HOT CHIPS 16 brings together designers and architects of high-performance chips, software, and systems. Presentations focus on up-to-the-minute real developments. This symposium is the primary forum for engineers and researchers to highlight their leading-edge designs. Three full days of tutorials and technical sessions will keep you on top of the industry.

HOT CHIPS 16 Final Program
Sunday, August 22nd  
8:30-12:00

Morning Tutorial

Chair: Tom Petersen (MIPS Technologies)
Ultrawideband; Technology and Issues
Speakers: Roberto Aiello (Staccato Communications), Anuj Batra (Texas Instruments), Nathan Belk (Texas Instruments), Sandeep Kumar (Adimos)

This tutorial delves into the major issues surrounding the emerging UWB environment. We discuss some of the fundamental technology issues of this PHY in both the analog and digital domains. This topic is elaborated using real world designs to consider the key system level issues that manifest in UWB based designs. We follow the technology discussions with target market descriptions and explore the opportunities that UWB technologies enable. Our discussions are hosted by the drivers behind UWB, system architects and chip implementers. They describe and discuss the tradeoffs that they faced during their development of the UWB specs and the initial implementations.

Biographies

Dr. Aiello is founder and CEO of Staccato Communications, Inc. He is a recognized leader in the ultrawideband (UWB) community and is actively involved in standardssetting committees. Dr. Aiello is a founding member of both the IEEE 802.15.3a and the 802.15.4a Groups and of the Multiband OFDM Alliance.

Dr. Aiello holds a Ph.D. degree in physics from the University of Trieste. He has authored more than 20 patents on UWB technology.

Anuj Batra is currently a Member, Group Technical Staff at TI and his research interests are in the areas of wireless communications, in particular, the design of high-speed wireless networks, multi-user detection theory, and coexistence between unlicensed wireless devices. Since joining TI, he has also been involved in standardization activities for MBOA SIG, IEEE 802.15.3a, IEEE 802.11g, IEEE 802.15.2 and Bluetooth SIG.

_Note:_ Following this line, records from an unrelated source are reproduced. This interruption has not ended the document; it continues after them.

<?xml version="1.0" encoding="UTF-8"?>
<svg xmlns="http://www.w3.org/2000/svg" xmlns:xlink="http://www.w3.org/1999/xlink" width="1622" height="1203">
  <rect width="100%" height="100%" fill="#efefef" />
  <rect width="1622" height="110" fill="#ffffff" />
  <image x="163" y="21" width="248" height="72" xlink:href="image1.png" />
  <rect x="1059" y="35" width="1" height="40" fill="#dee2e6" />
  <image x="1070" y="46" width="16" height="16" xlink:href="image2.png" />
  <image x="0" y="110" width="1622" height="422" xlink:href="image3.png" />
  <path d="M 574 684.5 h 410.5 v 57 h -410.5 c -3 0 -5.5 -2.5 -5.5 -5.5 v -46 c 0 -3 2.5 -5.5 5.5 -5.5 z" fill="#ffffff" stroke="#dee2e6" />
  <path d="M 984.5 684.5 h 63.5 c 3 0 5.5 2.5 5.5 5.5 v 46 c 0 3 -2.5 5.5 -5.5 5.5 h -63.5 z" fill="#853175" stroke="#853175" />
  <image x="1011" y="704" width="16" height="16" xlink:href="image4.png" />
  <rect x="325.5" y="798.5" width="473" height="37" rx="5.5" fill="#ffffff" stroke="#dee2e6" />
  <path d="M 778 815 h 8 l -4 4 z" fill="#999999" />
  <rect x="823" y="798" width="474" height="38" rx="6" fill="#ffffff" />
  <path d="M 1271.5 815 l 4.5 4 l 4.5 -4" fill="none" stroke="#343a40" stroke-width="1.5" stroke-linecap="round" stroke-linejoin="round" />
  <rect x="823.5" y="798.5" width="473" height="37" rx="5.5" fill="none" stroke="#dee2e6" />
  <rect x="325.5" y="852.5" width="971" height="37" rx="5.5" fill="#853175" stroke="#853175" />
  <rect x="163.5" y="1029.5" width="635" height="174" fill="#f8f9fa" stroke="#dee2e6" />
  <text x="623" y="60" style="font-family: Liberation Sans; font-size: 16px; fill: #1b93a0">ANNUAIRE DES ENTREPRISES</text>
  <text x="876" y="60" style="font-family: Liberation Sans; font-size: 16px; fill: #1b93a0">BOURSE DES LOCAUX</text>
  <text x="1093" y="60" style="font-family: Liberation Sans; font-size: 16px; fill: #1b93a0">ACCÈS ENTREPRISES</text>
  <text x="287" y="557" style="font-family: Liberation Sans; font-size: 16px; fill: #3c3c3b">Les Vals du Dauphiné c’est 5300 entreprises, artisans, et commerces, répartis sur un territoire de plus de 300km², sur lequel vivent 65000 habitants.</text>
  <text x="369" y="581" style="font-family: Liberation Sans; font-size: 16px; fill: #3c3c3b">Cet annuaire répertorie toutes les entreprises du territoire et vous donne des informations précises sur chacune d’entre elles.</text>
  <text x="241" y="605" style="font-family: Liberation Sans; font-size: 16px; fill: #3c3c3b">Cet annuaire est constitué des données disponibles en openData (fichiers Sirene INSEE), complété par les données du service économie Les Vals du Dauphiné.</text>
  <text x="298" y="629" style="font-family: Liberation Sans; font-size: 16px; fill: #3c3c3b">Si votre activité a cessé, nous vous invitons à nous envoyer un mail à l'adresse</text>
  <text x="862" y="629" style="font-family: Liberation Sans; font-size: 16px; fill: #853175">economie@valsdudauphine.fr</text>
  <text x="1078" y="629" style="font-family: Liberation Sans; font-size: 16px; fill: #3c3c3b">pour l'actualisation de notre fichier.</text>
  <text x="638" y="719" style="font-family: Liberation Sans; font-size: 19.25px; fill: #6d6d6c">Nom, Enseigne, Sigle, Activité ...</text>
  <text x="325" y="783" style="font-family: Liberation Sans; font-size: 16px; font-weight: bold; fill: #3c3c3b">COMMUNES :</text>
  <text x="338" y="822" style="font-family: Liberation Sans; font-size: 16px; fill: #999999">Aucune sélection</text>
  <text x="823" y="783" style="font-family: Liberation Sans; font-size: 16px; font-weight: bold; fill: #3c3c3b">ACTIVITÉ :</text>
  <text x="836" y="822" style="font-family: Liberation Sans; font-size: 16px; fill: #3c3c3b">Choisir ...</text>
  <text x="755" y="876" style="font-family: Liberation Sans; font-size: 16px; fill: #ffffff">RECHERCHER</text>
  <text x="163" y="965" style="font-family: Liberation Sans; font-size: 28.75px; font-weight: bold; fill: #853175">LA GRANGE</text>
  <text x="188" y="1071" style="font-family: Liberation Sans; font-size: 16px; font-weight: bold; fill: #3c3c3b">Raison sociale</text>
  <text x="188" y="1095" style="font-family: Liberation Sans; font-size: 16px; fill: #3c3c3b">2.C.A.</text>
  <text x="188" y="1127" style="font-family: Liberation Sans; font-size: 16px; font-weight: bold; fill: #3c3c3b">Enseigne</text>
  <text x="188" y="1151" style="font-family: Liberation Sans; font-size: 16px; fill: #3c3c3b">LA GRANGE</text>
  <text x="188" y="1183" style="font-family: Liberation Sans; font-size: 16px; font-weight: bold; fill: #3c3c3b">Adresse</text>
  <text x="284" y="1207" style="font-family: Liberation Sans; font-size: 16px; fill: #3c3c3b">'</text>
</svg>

Dr. Batra received the B.S. degree, with distinction, in electrical engineering from Cornell University, Ithaca, NY, in 1992; the M.S. degree in electrical engineering from Stanford University, Stanford, CA, in 1993; and the Ph.D. degree in electrical engineering from Georgia Institute of Technology, Atlanta, in 2000.

Nathan Belk is the Lead RF architect within the DSPS R&D center at Texas instruments. He is a developer of the systems specification and the lead designer for TI’s MBOA UWB RFIC. Prior to this he was a Distinguished Member of Technical Staff in the Wireless Research Laboratory at Bell Labs Basic Research where he developed radio architectures, RF circuit solutions, integrated RF components and modeling algorithms.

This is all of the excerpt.